服务端发送 SYN-ACK 响应,确认了重用端口的 SYN 报文,更新序列号和确认号,变迁为 SYN_RECV 状态。
尽管新 SYN 的序列号 100 小于服务端最后收到的序列号 3262892139,服务端仍然接受了这个连接请求。
新 SYN 报文的时间戳为 85878072,大于服务端最后收到的时间戳 83454786。
在 TIME_WAIT 期间,源 IP 10.2.2.236 再次使用源端口 47982 向目的端口 80 发起新的 SYN 请求。
端口重用失败的场景
在这个场景中,我们观察到:
初始连接的建立与关闭:
与场景一类似,建立并关闭了初始连接。
TIME_WAIT 状态的产生与持续:
服务端进入 TIME_WAIT 状态,等待 2MSL 时间。
端口重用的尝试:
源 IP 10.2.2.236 再次使用源端口 47990 向目的端口 80 发起新的 SYN 请求。
新 SYN 报文的时间戳为 84489294,小于服务端最后收到报文的时间戳 85489294。
新 SYN 报文的序列号为 587125688,大于服务端最后收到报文的序列号 586125781。

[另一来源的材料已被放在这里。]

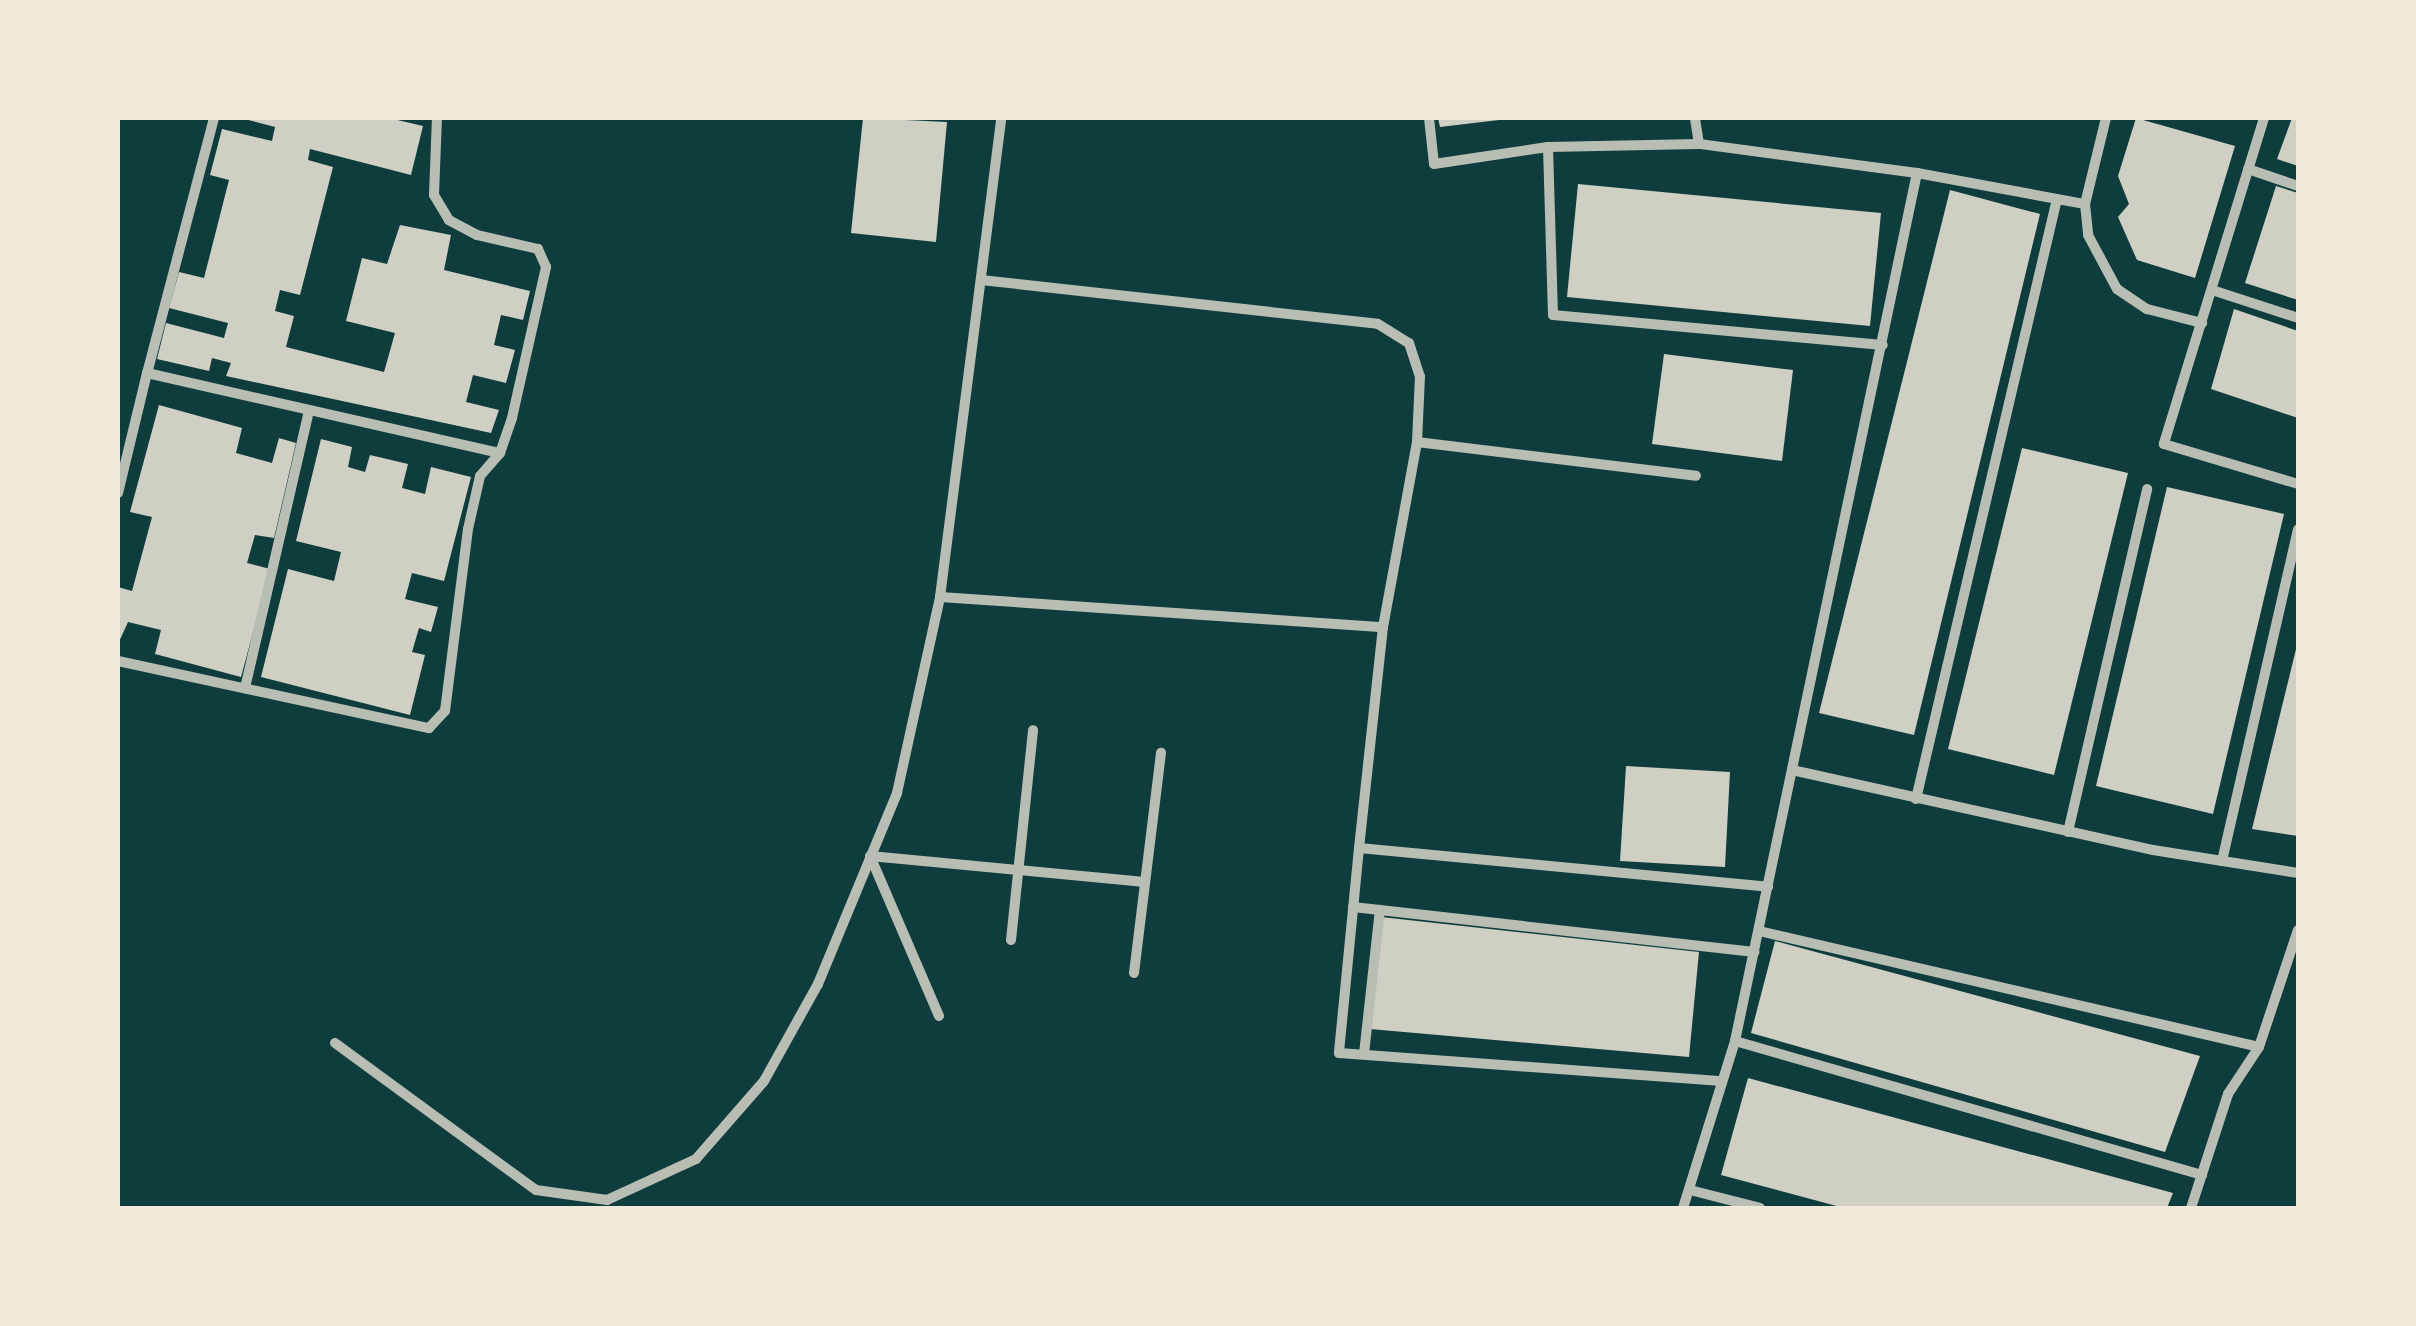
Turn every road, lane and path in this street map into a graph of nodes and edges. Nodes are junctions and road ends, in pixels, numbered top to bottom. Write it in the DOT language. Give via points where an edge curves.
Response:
graph roads {
  1 [pos="214,118"];
  2 [pos="438,118"];
  3 [pos="1001,118"];
  4 [pos="1429,118"];
  5 [pos="1695,118"];
  6 [pos="2106,118"];
  7 [pos="2264,118"];
  8 [pos="1698,144"];
  9 [pos="1548,147"];
  10 [pos="2248,169"];
  11 [pos="1917,173"];
  12 [pos="2298,186"];
  13 [pos="2057,198"];
  14 [pos="2086,204"];
  15 [pos="980,280"];
  16 [pos="2212,290"];
  17 [pos="2298,318"];
  18 [pos="2202,323"];
  19 [pos="1884,344"];
  20 [pos="147,373"];
  21 [pos="309,410"];
  22 [pos="1417,442"];
  23 [pos="500,453"];
  24 [pos="1696,476"];
  25 [pos="2298,484"];
  26 [pos="2147,489"];
  27 [pos="118,494"];
  28 [pos="2298,530"];
  29 [pos="940,597"];
  30 [pos="1383,627"];
  31 [pos="118,661"];
  32 [pos="245,688"];
  33 [pos="1033,730"];
  34 [pos="1160,753"];
  35 [pos="1792,770"];
  36 [pos="1916,800"];
  37 [pos="2068,832"];
  38 [pos="1360,848"];
  39 [pos="870,856"];
  40 [pos="2222,861"];
  41 [pos="1018,870"];
  42 [pos="2298,873"];
  43 [pos="1144,882"];
  44 [pos="1768,887"];
  45 [pos="1353,907"];
  46 [pos="1380,910"];
  47 [pos="2298,930"];
  48 [pos="1758,931"];
  49 [pos="1011,940"];
  50 [pos="1754,952"];
  51 [pos="1134,973"];
  52 [pos="939,1016"];
  53 [pos="1735,1041"];
  54 [pos="335,1044"];
  55 [pos="2259,1046"];
  56 [pos="1364,1054"];
  57 [pos="1722,1081"];
  58 [pos="2202,1174"];
  59 [pos="1690,1190"];
  60 [pos="1683,1208"];
  61 [pos="1760,1208"];
  62 [pos="2192,1208"];
  1 -- 20 [label="street"];
  2 -- 23 [label="street" via="434,196 448,220 477,235 538,249 546,267"];
  3 -- 15 [label="street"];
  4 -- 9 [label="street" via="1434,164"];
  5 -- 8 [label="street"];
  6 -- 14 [label="street"];
  7 -- 10 [label="street"];
  8 -- 9 [label="street"];
  8 -- 11 [label="street"];
  9 -- 19 [label="street" via="1554,315"];
  10 -- 12 [label="street"];
  10 -- 16 [label="street"];
  11 -- 13 [label="street"];
  11 -- 19 [label="street"];
  13 -- 14 [label="street"];
  13 -- 36 [label="street"];
  14 -- 18 [label="street" via="2088,235 2117,289 2147,309"];
  15 -- 22 [label="street" via="1378,324 1409,343 1420,376"];
  15 -- 29 [label="street"];
  16 -- 17 [label="street"];
  16 -- 18 [label="street"];
  18 -- 25 [label="street" via="2164,444"];
  19 -- 35 [label="street"];
  20 -- 21 [label="street"];
  20 -- 27 [label="street"];
  21 -- 23 [label="street"];
  21 -- 32 [label="street"];
  22 -- 24 [label="street"];
  22 -- 30 [label="street"];
  23 -- 32 [label="street" via="480,476 452,687 445,711 429,728"];
  26 -- 37 [label="street"];
  28 -- 40 [label="street"];
  29 -- 30 [label="street"];
  29 -- 39 [label="street" via="897,792"];
  30 -- 38 [label="street"];
  31 -- 32 [label="street"];
  33 -- 41 [label="street"];
  34 -- 43 [label="street"];
  35 -- 36 [label="street"];
  35 -- 44 [label="street"];
  36 -- 37 [label="street"];
  37 -- 40 [label="street"];
  38 -- 44 [label="street"];
  38 -- 45 [label="street"];
  39 -- 41 [label="street"];
  39 -- 52 [label="street"];
  39 -- 54 [label="street" via="818,984 764,1081 696,1159 606,1200 536,1190"];
  40 -- 42 [label="street"];
  41 -- 43 [label="street"];
  41 -- 49 [label="street"];
  43 -- 51 [label="street"];
  44 -- 48 [label="street"];
  45 -- 46 [label="street"];
  45 -- 56 [label="street" via="1339,1053"];
  46 -- 50 [label="street"];
  46 -- 56 [label="street"];
  47 -- 55 [label="street"];
  48 -- 50 [label="street"];
  48 -- 55 [label="street"];
  50 -- 53 [label="street"];
  53 -- 57 [label="street"];
  53 -- 58 [label="street"];
  55 -- 58 [label="street" via="2228,1094"];
  56 -- 57 [label="street"];
  57 -- 59 [label="street"];
  58 -- 62 [label="street"];
  59 -- 60 [label="street"];
  59 -- 61 [label="street"];
}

服务端拒绝建立连接,返回 ACK 报文,该报文没有 SYN 标志位,同时重复了对客户端 FIN 报文的 ACK 确认号,表示拒绝建立连接。
最后客户端 RST 重置,是因为模拟程序的缘故,并不会真正完成握手。而此时,如果是真实场景,处于 SYN_SENT 状态下的客户端,也的确会返回 RST。
参数值为 0,收到 RST 报文后,会结束 TIME_WAIT 状态,变迁为 CLOSED 状态,释放连接。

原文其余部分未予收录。